*Task directions*. Quote the data below in full, minus the images.

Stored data

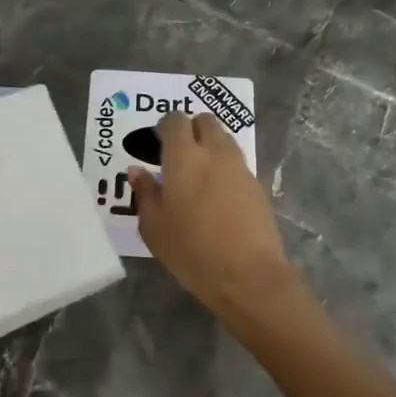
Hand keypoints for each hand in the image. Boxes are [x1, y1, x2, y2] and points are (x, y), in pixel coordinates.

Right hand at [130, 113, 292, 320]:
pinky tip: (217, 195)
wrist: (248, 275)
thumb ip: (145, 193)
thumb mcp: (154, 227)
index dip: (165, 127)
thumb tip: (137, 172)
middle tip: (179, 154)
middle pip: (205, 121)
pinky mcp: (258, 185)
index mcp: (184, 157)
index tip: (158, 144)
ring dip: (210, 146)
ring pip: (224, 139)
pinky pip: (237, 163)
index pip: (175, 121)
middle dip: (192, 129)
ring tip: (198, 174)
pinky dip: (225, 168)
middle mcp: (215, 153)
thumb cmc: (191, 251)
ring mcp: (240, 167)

*Answer below*.
Hand keypoints for each hand in the image. Boxes are [x1, y1, x2, y2] and points are (x, y), in pixel coordinates.

Right hand at [130, 113, 292, 320]:
pinky tip: (217, 195)
wrist: (248, 275)
thumb ip: (145, 193)
thumb mcp: (154, 227)
index dip: (165, 127)
thumb tip: (137, 172)
middle tip: (179, 154)
middle pip: (205, 121)
pinky mcp: (258, 185)
index mcp: (184, 157)
index tip: (158, 144)
ring dip: (210, 146)
ring pip: (224, 139)
pinky pip: (237, 163)
index pip: (175, 121)
middle dip: (192, 129)
ring tip: (198, 174)
pinky dip: (225, 168)
middle mcp: (215, 153)
thumb cmc: (191, 251)
ring mcp: (240, 167)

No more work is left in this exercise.